Ce livre se veut le plus exhaustif possible et vise un large public intéressé par les affaires transatlantiques. L’universitaire, « hypermétrope », déplorera sans doute l’absence d’un cadre d’analyse clair ainsi que l’ancrage de l’auteur dans une « théorie de l’équilibre » qui résulterait des performances de l’alliance. Il reconnaîtra cependant la très grande richesse des données empiriques recueillies suite à une série impressionnante de rencontres, d’échanges et d’entrevues réalisées dans des milieux très variés. Celles-ci sont complétées par des lectures rigoureuses des archives de l’otan, comme Yost nous y a habitués dans ses précédents ouvrages. De son côté, le praticien des affaires stratégiques transatlantiques, « myope », y retrouvera un examen distancié de son quotidien otanien de ces deux dernières décennies ainsi qu’un guide, utile pour les novices, qui introduit aux grands enjeux, du moment et ceux à moyen terme, au sein de l’alliance.
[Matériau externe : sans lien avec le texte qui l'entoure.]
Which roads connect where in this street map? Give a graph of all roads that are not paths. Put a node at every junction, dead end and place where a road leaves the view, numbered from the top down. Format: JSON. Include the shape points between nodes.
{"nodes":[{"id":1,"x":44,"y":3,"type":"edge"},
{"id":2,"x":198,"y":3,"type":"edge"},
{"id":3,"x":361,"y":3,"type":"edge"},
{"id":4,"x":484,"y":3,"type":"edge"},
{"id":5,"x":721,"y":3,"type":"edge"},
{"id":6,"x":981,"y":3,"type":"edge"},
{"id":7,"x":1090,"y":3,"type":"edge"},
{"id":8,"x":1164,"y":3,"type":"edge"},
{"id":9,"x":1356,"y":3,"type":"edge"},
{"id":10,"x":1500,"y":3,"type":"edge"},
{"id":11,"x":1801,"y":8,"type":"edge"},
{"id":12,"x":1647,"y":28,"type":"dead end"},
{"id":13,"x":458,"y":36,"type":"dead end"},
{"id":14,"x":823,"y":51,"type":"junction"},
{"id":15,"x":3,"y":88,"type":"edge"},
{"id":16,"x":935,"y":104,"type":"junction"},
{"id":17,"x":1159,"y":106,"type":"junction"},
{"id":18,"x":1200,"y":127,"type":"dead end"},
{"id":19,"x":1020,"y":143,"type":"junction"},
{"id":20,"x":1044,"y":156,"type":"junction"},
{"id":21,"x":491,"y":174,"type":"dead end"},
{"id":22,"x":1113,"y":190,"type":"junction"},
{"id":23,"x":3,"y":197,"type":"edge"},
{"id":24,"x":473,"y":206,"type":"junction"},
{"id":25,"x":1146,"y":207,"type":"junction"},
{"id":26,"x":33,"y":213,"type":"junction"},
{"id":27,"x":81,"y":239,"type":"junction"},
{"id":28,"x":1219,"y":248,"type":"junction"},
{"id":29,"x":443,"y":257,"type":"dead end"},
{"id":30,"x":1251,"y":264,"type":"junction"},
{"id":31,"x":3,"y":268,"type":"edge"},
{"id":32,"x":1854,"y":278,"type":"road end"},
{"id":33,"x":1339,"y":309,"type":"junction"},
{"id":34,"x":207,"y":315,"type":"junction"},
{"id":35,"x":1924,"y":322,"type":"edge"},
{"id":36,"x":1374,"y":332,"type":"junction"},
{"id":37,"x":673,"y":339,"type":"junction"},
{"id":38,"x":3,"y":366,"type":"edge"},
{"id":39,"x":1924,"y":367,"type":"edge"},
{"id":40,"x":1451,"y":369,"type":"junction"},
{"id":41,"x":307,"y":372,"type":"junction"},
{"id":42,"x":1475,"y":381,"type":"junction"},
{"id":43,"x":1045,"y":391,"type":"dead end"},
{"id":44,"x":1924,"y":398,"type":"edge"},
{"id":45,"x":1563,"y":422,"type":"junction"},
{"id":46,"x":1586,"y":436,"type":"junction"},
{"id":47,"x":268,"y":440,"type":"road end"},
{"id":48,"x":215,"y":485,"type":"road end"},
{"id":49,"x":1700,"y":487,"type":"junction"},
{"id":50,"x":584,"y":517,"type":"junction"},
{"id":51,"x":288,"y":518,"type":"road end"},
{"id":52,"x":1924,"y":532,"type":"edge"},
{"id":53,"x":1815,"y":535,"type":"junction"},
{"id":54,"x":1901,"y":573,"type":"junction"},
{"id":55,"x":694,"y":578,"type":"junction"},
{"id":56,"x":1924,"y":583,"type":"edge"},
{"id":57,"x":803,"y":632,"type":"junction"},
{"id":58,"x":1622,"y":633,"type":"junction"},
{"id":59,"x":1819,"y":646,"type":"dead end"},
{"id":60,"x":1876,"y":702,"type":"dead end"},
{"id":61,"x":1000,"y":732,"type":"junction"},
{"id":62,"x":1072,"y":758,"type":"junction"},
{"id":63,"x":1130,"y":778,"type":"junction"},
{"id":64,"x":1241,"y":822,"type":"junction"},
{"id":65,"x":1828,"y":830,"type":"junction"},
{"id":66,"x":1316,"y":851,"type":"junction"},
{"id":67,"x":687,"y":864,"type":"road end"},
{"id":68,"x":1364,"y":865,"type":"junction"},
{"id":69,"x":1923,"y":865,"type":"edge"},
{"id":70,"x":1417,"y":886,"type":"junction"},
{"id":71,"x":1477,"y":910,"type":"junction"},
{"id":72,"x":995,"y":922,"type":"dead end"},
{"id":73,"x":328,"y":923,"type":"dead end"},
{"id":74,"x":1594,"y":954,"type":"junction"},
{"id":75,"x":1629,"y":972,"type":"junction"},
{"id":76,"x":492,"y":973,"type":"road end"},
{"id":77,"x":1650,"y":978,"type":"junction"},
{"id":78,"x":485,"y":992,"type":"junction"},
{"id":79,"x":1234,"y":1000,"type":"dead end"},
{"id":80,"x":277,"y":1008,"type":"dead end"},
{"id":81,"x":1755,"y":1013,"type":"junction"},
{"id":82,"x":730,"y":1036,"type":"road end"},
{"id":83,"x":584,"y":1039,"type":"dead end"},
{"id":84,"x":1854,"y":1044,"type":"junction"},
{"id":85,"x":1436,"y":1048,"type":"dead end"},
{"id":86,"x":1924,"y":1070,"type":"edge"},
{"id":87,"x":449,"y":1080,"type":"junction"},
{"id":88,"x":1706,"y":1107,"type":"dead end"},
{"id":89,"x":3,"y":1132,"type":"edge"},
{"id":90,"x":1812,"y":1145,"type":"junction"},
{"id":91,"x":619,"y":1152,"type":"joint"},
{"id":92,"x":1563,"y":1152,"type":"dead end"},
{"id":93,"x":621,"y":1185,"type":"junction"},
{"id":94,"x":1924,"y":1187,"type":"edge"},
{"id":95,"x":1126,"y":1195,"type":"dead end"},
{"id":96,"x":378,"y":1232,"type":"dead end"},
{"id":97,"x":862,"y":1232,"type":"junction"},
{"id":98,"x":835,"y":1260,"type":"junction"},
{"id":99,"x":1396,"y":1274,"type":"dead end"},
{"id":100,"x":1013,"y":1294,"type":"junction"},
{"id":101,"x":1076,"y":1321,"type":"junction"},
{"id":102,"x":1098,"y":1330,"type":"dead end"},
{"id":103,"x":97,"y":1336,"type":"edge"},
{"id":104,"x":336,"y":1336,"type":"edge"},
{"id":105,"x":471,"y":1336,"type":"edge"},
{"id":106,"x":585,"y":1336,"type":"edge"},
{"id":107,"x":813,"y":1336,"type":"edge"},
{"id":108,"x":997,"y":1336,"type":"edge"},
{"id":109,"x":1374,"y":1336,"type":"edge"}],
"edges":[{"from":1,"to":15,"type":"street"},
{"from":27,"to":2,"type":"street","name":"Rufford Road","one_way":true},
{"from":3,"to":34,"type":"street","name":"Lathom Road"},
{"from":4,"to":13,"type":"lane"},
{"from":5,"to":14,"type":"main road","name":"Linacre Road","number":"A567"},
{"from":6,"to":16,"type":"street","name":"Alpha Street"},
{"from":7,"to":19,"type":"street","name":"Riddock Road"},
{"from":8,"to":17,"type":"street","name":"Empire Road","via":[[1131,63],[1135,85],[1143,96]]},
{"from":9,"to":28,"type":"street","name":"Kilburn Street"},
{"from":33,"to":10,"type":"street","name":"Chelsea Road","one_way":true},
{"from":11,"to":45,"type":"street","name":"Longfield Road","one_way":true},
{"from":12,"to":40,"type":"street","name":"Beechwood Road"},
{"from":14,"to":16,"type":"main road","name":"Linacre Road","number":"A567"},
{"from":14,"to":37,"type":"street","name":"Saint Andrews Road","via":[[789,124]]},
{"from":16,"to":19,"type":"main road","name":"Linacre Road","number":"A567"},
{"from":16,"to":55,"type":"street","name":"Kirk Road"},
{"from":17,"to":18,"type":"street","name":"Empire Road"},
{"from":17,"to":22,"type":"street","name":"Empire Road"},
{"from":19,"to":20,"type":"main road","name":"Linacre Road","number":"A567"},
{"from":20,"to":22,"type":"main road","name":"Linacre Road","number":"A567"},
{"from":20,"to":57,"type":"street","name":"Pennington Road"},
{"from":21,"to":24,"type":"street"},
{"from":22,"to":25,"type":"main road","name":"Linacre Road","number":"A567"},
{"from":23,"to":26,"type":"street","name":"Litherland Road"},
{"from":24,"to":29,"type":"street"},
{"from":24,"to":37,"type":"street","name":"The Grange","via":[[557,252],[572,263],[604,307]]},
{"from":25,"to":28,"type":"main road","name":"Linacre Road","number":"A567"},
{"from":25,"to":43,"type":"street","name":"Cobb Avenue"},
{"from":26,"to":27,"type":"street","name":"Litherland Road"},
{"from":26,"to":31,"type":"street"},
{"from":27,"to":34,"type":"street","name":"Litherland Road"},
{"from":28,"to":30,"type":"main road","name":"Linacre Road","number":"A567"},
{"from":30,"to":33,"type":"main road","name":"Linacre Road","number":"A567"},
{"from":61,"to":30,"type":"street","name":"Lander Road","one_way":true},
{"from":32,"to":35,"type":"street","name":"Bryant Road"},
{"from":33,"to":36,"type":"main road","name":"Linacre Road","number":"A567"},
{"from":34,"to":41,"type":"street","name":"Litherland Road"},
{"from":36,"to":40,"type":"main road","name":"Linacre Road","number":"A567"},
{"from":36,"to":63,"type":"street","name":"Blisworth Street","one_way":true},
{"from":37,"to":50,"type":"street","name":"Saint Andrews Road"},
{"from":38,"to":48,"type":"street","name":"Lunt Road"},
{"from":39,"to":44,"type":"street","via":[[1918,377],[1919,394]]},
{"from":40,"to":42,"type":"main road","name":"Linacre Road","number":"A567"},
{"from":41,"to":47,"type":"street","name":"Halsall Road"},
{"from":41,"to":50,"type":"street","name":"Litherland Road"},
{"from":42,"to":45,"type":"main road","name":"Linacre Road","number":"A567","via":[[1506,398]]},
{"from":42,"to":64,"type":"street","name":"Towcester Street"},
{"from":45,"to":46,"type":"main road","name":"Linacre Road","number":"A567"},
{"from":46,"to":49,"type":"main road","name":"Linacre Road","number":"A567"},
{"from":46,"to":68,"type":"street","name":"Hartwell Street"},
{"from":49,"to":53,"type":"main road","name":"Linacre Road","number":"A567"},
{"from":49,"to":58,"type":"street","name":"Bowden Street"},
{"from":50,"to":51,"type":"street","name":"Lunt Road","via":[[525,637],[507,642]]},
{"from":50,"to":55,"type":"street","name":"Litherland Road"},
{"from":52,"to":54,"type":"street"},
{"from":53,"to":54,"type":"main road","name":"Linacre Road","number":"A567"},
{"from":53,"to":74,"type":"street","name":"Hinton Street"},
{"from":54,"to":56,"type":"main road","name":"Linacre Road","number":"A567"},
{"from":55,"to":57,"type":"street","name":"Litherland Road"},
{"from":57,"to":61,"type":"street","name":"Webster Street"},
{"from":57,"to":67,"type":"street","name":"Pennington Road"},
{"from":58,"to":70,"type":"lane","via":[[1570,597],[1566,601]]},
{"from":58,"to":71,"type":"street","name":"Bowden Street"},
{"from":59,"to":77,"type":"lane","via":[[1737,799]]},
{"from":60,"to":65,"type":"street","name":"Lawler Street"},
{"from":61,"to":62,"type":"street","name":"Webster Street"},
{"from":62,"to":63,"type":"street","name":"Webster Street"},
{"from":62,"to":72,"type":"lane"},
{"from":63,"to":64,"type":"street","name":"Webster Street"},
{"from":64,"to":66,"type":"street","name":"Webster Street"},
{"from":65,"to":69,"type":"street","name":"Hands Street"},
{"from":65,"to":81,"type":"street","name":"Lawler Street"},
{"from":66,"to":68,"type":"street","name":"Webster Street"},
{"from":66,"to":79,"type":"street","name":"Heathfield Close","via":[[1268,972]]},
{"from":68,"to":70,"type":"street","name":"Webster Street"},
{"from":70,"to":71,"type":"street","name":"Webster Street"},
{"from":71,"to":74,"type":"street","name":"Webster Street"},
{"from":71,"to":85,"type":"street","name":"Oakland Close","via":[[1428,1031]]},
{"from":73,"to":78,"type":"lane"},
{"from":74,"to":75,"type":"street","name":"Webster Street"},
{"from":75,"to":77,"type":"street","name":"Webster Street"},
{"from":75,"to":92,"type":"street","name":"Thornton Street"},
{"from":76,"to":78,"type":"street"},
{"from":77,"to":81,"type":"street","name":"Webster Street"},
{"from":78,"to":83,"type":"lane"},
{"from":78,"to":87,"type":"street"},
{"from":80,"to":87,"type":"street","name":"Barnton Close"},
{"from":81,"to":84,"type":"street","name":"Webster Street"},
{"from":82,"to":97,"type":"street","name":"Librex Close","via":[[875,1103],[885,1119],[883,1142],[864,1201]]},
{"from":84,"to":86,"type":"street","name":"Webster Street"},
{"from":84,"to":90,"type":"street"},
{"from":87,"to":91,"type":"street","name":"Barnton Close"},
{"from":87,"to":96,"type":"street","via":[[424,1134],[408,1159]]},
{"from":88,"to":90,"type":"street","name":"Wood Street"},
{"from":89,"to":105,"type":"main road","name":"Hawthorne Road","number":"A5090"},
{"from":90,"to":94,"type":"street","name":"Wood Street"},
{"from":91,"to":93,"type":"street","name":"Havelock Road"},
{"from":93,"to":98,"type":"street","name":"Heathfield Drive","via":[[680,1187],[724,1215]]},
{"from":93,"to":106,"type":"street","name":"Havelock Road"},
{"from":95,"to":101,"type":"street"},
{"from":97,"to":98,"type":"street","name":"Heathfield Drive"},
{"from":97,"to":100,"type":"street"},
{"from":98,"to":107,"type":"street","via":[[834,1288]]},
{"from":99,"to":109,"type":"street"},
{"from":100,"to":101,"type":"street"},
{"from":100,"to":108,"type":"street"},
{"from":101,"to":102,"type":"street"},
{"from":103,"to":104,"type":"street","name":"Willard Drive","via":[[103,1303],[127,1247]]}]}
En revanche, il ne trouvera pas d’explications sur les évolutions d’une organisation qui donne l’impression plutôt d’une institution cherchant à se légitimer – quitte à se disperser – que d’une organisation disposant d’une réelle capacité pour adapter sa vision politique et modeler son environnement stratégique, à moins que l’effet politique recherché par les alliés européens ne soit de garder à tout prix les États-Unis impliqués dans les affaires de l’otan

En dehors des positions des lecteurs relatives aux performances d’adaptation de l’alliance, NATO’s Balancing Act reste une excellente contribution à la littérature sur l’otan et demeure une lecture incontournable, que cela soit pour les étudiants en sécurité internationale, les futurs décideurs politiques, les personnels de sécurité (militaire et civils), et toute autre personne engagée dans les affaires de l’otan.